Overall, there are now about 75 schools in the city that have lost more than 20% of their enrollment over the past three years and now have fewer than 350 students. When enrollment starts to fall below this threshold, experts have said, schools can enter a troubling cycle: Fewer students mean cuts to staff and programs that could attract more students. 

Elaine Allensworth with the Consortium on Chicago School Research said though she has not studied the data, it makes sense that high-poverty schools would be harder hit by enrollment losses. Families living in poverty face steeper hurdles to participating in remote learning because of uneven access to computers and the internet. Some parents also might not be able to supervise learning at home. 

Crucially, small schools also might not have the staff to do the intensive outreach to families that the district has said helped reel in many missing students.

In keeping with previous years, enrollment stayed more stable at the high school level, with the district’s junior and senior classes actually gaining students — a trend that reflects Chicago’s success in decreasing the number of upperclassmen who drop out of high school. Some of the city’s alternative high schools stood out in making notable enrollment gains, despite the pandemic. Large, highly ranked high schools, such as Amundsen and Taft, grew their student bodies as well.

Anxiety about financial fallout

So are the deeper-than-usual enrollment losses just a temporary blip? Will the families who opted for childcare, homeschooling or private schools come back next fall — or will some of them decide against another transition? Will the losses, coupled with larger budget woes, force Chicago to dump its school funding formula and come up with a new way of allocating money? 

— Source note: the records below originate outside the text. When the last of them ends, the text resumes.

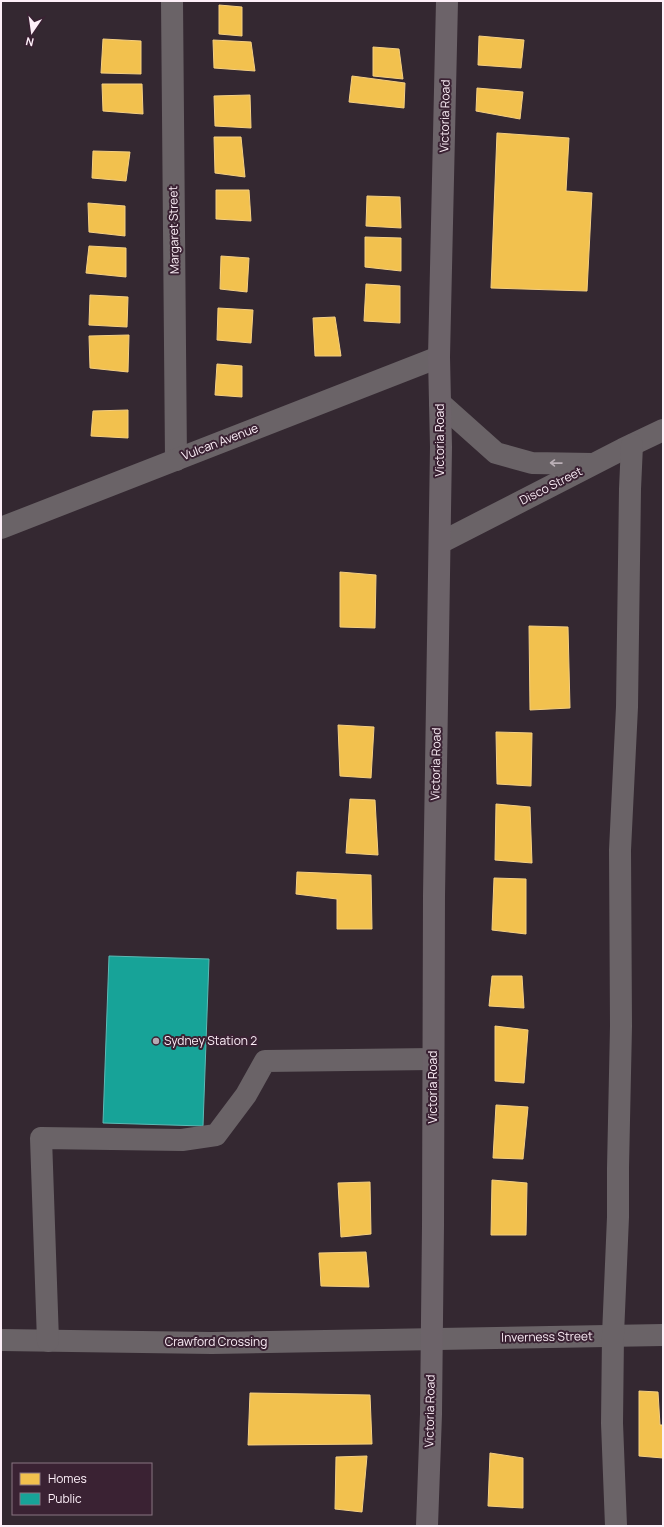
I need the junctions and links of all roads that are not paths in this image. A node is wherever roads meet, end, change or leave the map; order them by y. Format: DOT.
graph roads {
  1 [pos="172,1"];
  2 [pos="447,1"];
  3 [pos="439,357"];
  4 [pos="440,403"];
  5 [pos="663,430"];
  6 [pos="632,445"];
  7 [pos="176,460"];
  8 [pos="595,464"];
  9 [pos="1,528"];
  10 [pos="440,543"];
  11 [pos="433,1059"];
  12 [pos="613,1335"];
  13 [pos="663,1335"];
  14 [pos="1,1340"];
  15 [pos="431,1340"];
  16 [pos="48,1342"];
  17 [pos="427,1526"];
  18 [pos="616,1526"];
  1 -- 7 [label="street, Margaret Street"];
  2 -- 3 [label="main road, Victoria Road"];
  3 -- 4 [label="main road, Victoria Road"];
  3 -- 7 [label="street, Vulcan Avenue"];
  8 -- 4 [label="street, one-way"];
  4 -- 10 [label="main road, Victoria Road"];
  5 -- 6 [label="street, Disco Street"];
  6 -- 8 [label="street, Disco Street"];
  6 -- 12 [label="street"];
  7 -- 9 [label="street, Vulcan Avenue"];
  8 -- 10 [label="street, Disco Street"];
  10 -- 11 [label="main road, Victoria Road"];
  11 -- 15 [label="main road, Victoria Road"];
  11 -- 16 [label="street"];
  12 -- 13 [label="street, Inverness Street"];
  12 -- 15 [label="street, Inverness Street"];
  12 -- 18 [label="street"];
  14 -- 16 [label="street, Crawford Crossing"];
  15 -- 16 [label="street, Crawford Crossing"];
  15 -- 17 [label="main road, Victoria Road"];
}
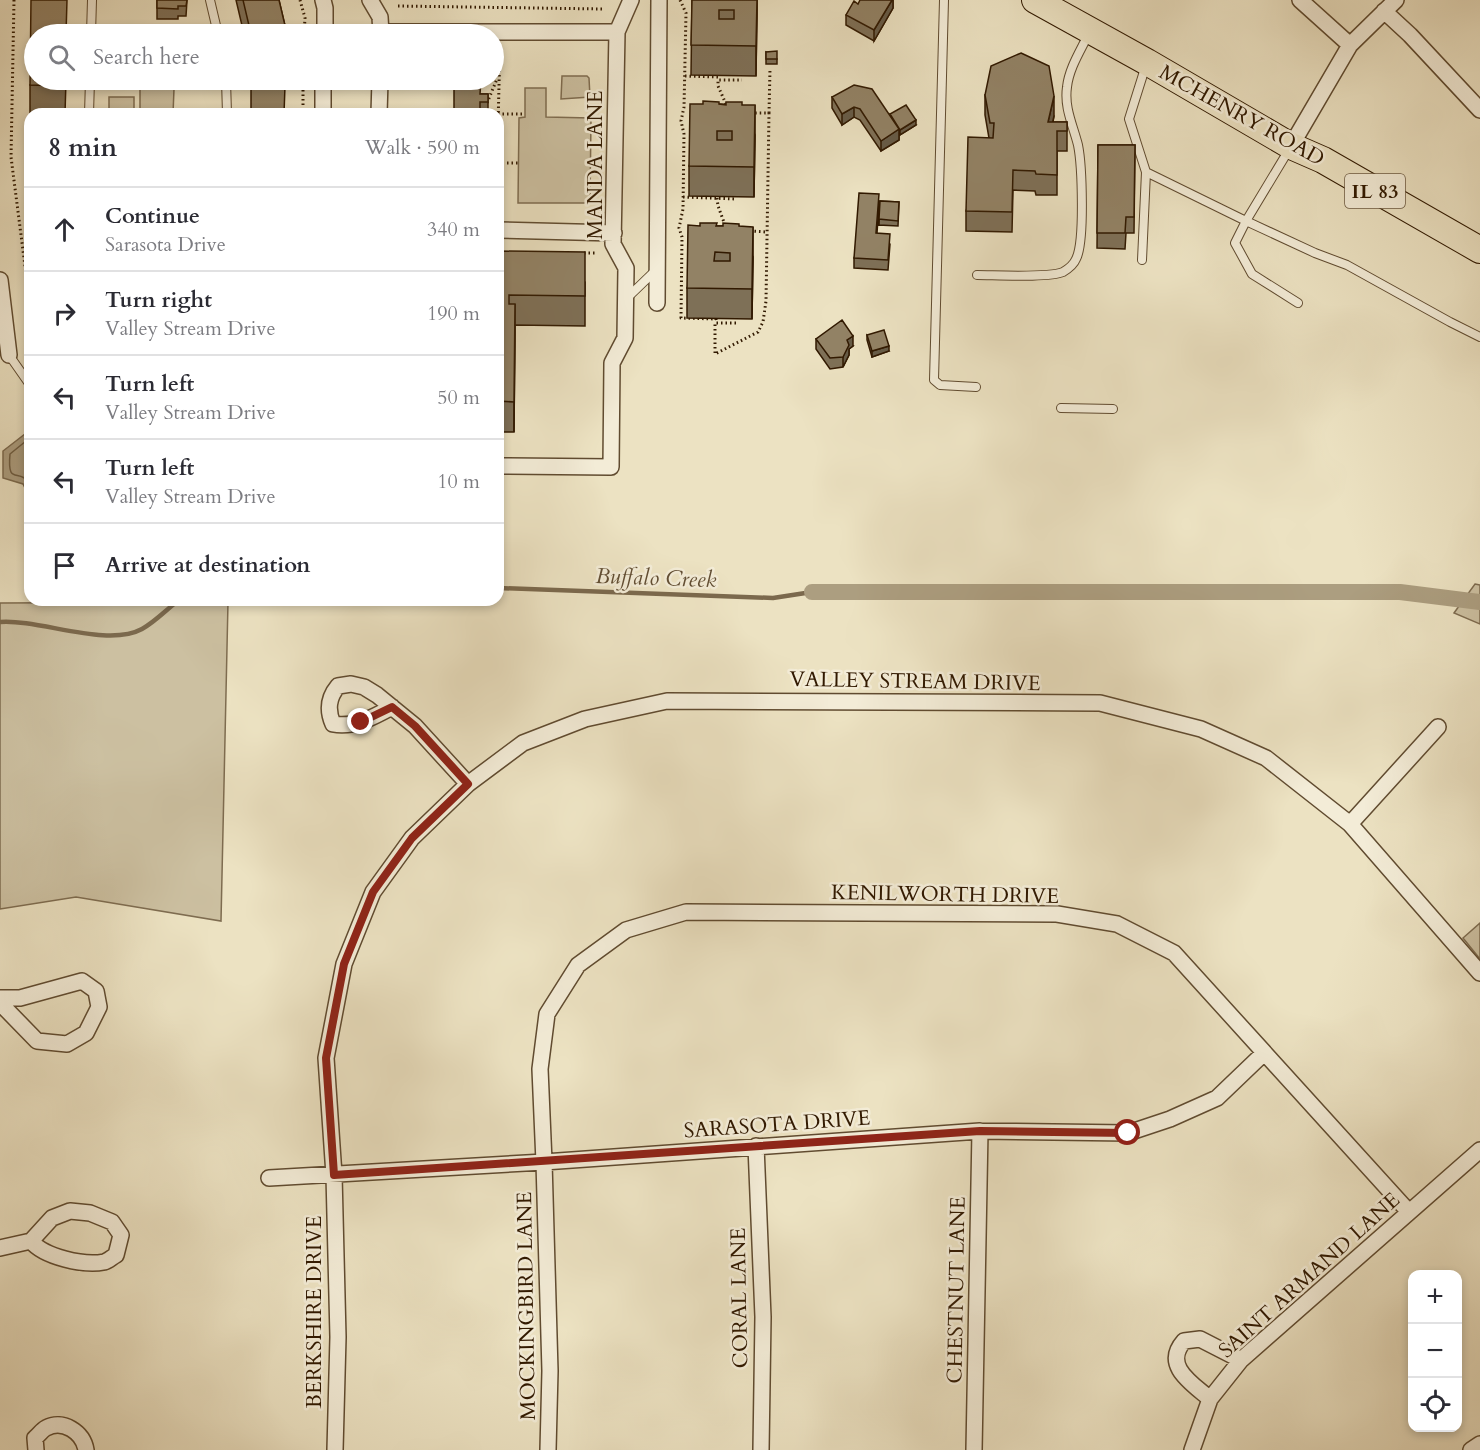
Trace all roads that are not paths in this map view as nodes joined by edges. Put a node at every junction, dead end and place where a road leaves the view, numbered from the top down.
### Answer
1 (92, 0) edge
2 (210, 0) edge
3 (323, 0) edge
4 (370, 0) edge
5 (631, 0) edge
6 (659, 0) edge
7 (944, 0) edge
8 (1035, 0) edge
9 (1300, 0) edge
10 (1395, 0) edge
11 (1384, 11) junction
12 (91, 24) edge
13 (216, 24) edge
14 (324, 24) edge
15 (380, 24) edge
16 (504, 32) edge
17 (616, 32) junction
18 (1090, 32) junction
19 (1350, 45) junction
20 (1147, 62) junction
21 (90, 90) edge
22 (226, 90) edge
23 (323, 90) edge
24 (380, 90) edge
25 (89, 108) edge
26 (227, 108) edge
27 (322, 108) edge
28 (379, 108) edge
29 (1480, 110) edge
30 (1291, 146) junction
31 (1146, 172) junction
32 (1246, 221) junction
33 (504, 230) edge
34 (614, 233) junction
35 (1480, 250) edge
36 (1142, 260) dead end
37 (657, 269) junction
38 (977, 275) dead end
39 (0, 280) edge
40 (626, 299) junction
41 (657, 303) dead end
42 (1298, 303) dead end
43 (1480, 337) edge
44 (9, 354) joint
45 (24, 376) edge
46 (976, 387) dead end
47 (1061, 408) dead end
48 (1113, 409) dead end
49 (504, 466) edge
50 (392, 707) dead end
51 (1438, 727) dead end
52 (468, 784) junction
53 (1350, 824) junction
54 (1480, 973) edge
55 (0, 1001) edge
56 (1264, 1053) junction
57 (980, 1131) junction
58 (756, 1146) junction
59 (1480, 1150) edge
60 (544, 1162) junction
61 (334, 1175) junction
62 (269, 1178) dead end
63 (1409, 1212) junction
64 (32, 1241) junction
65 (0, 1248) edge
66 (1241, 1360) junction
67 (1210, 1399) junction
68 (1480, 1444) edge
69 (36, 1450) edge
70 (86, 1450) edge
71 (335, 1450) edge
72 (548, 1450) edge
73 (760, 1450) edge
74 (974, 1450) edge
75 (1192, 1450) edge
76 (1471, 1450) edge

1 - 12 lane
2 - 13 lane
3 - 14 street
4 - 15 street
5 - 17 street, MANDA LANE
6 - 37 street
7 - 46 lane
8 - 18 main road, MCHENRY ROAD / IL 83
9 - 19 street
10 - 11 street
11 - 19 street
11 - 29 street
16 - 17 street
17 - 34 street, MANDA LANE
18 - 20 main road, MCHENRY ROAD / IL 83
18 - 38 lane
19 - 30 street
20 - 30 main road, MCHENRY ROAD / IL 83
20 - 31 lane
21 - 25 lane
22 - 26 lane
23 - 27 street
24 - 28 street
30 - 32 lane
30 - 35 main road, MCHENRY ROAD / IL 83
31 - 32 lane
31 - 36 lane
32 - 42 lane
32 - 43 lane
33 - 34 street
34 - 40 street, MANDA LANE
37 - 40 lane
37 - 41 street
39 - 44 street
40 - 49 street, MANDA LANE
44 - 45 lane
47 - 48 lane
50 - 52 street
51 - 53 street
52 - 53 street, VALLEY STREAM DRIVE
52 - 61 street, VALLEY STREAM DRIVE
53 - 54 street, VALLEY STREAM DRIVE
55 - 55 street
56 - 57 street, SARASOTA DRIVE
56 - 60 street, KENILWORTH DRIVE
56 - 63 street, KENILWORTH DRIVE
57 - 58 street, SARASOTA DRIVE
57 - 74 street, CHESTNUT LANE
58 - 60 street, SARASOTA DRIVE
58 - 73 street, CORAL LANE
59 - 63 street, SAINT ARMAND LANE
60 - 61 street, SARASOTA DRIVE
60 - 72 street, MOCKINGBIRD LANE
61 - 62 street, SARASOTA DRIVE
61 - 71 street, BERKSHIRE DRIVE
63 - 66 street, SAINT ARMAND LANE
64 - 64 street
64 - 65 street
66 - 67 street, SAINT ARMAND LANE
66 - 67 street
67 - 75 street, SAINT ARMAND LANE
68 - 76 street
69 - 70 street

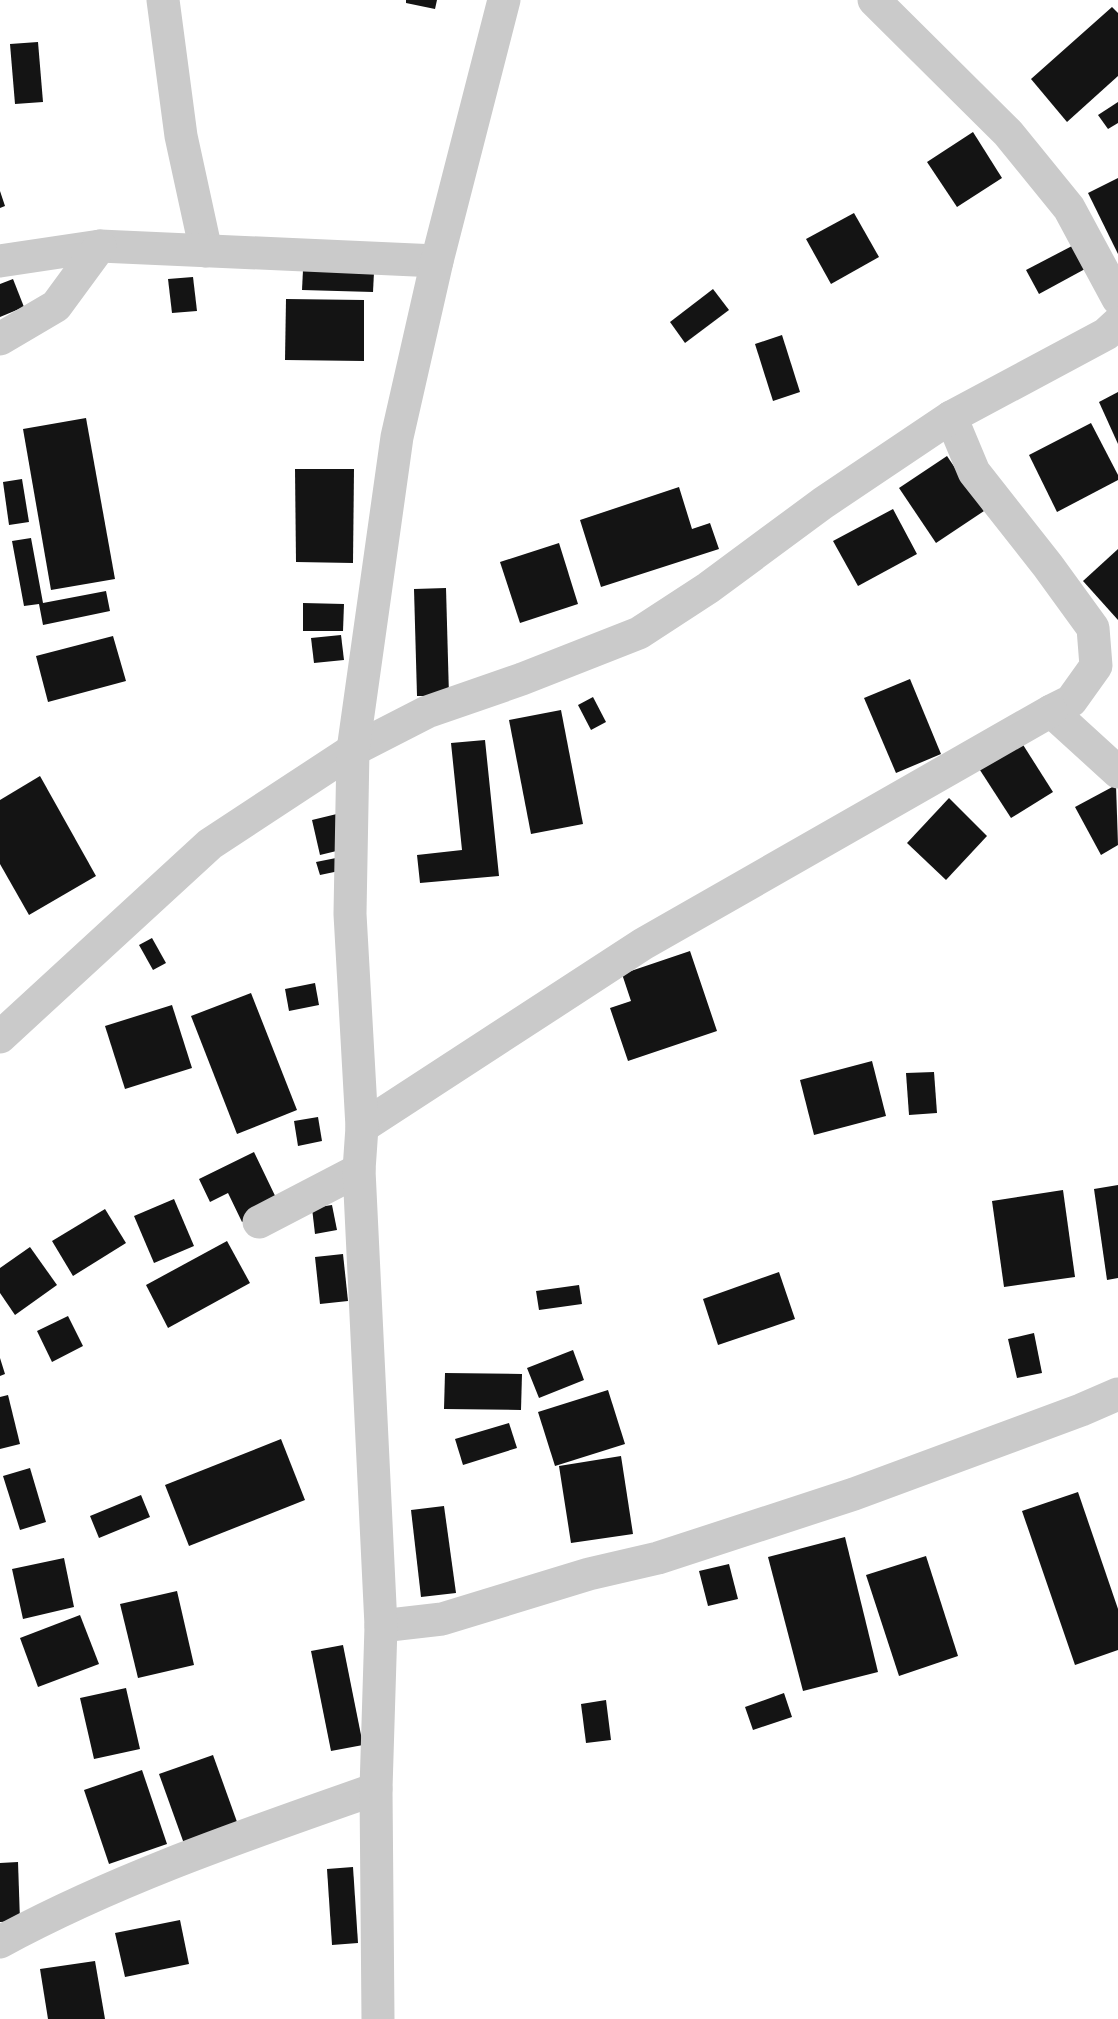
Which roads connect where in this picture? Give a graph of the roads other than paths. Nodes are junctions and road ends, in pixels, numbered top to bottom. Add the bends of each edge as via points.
1 (164, 0) edge
2 (504, 0) edge
3 (874, 0) edge
4 (100, 246) junction
5 (206, 251) junction
6 (0, 261) edge
7 (437, 261) junction
8 (1118, 299) edge
9 (1118, 323) edge
10 (0, 339) edge
11 (951, 417) junction
12 (1051, 711) junction
13 (353, 750) junction
14 (1118, 772) edge
15 (0, 1037) edge
16 (362, 1127) junction
17 (359, 1170) junction
18 (259, 1222) dead end
19 (1118, 1394) edge
20 (381, 1626) junction
21 (376, 1789) junction
22 (0, 1942) edge
23 (378, 2019) edge

1 - 5 street via 181,136
2 - 7 street
3 - 8 street via 1022,150 1069,208
4 - 5 street
4 - 6 street
4 - 10 street via 56,306
5 - 7 street
7 - 13 street via 397,437
9 - 11 street via 1106,334
11 - 12 street via 974,472 1093,628 1096,666 1071,701
11 - 13 street via 639,633 427,712
12 - 14 street
12 - 16 street via 643,944
13 - 15 street via 210,844
13 - 16 street via 350,914
16 - 17 street
17 - 18 street
17 - 20 street
19 - 20 street via 854,1494 658,1558 589,1574 442,1619
20 - 21 street
21 - 22 street via 161,1866 57,1911
21 - 23 street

In school communities, there is a growing concern that the enrollment declines could have a devastating impact on budgets if the district doesn’t change its approach, at least temporarily.

At New Field Elementary in Rogers Park, enrollment is down roughly 7% from last year’s 615 students instead of a more modest projected decrease. Annie Gill-Bloyer, chair of its school council, said a pair of pandemic pressures appear to be at work. 

The economic fallout from the outbreak has pushed families to “double up” with relatives or friends in other parts of the city or leave Chicago altogether. Other parents chose to homeschool or send their children to private school because they did not think remote learning was working for them. Some of them have said they would come back next fall. 

The enrollment loss this fall translates into more than $100,000 in per-pupil funding, raising the specter of lost arts programs or higher class sizes. 

“Next fall we could have a significant drop in funding to serve more students,” said Gill-Bloyer. “It’s the worst of both worlds.”

New Field’s LSC and six others that wrote to district leaders said the unprecedented pandemic moment calls for an uncommon approach to budgeting next spring. They say they worry about having to lay off teachers and gut programs — and then scramble to reverse these cuts if students return in the fall of 2021. They point to Shields Elementary, on the Southwest Side, where a loss of 115 students this fall would mean $500,000 in lost district funding. At Far South Side’s Haley Elementary, down almost 100 students, the budget could dip by $400,000 if officials don’t intervene. 

“A unique global pandemic should not impact our schools’ abilities to serve our students in the future, many of whom have indicated they will re-enroll in SY22,” the letter said, urging district leaders to turn the disruption into an opportunity to rethink how they allocate money to schools permanently. 

It’s likely the district’s enrollment will at least partially bounce back post-pandemic, said Allensworth. But she worries about the repercussions for students who missed out on preschool or kindergarten. 

“We do know those are really critical years,” she said.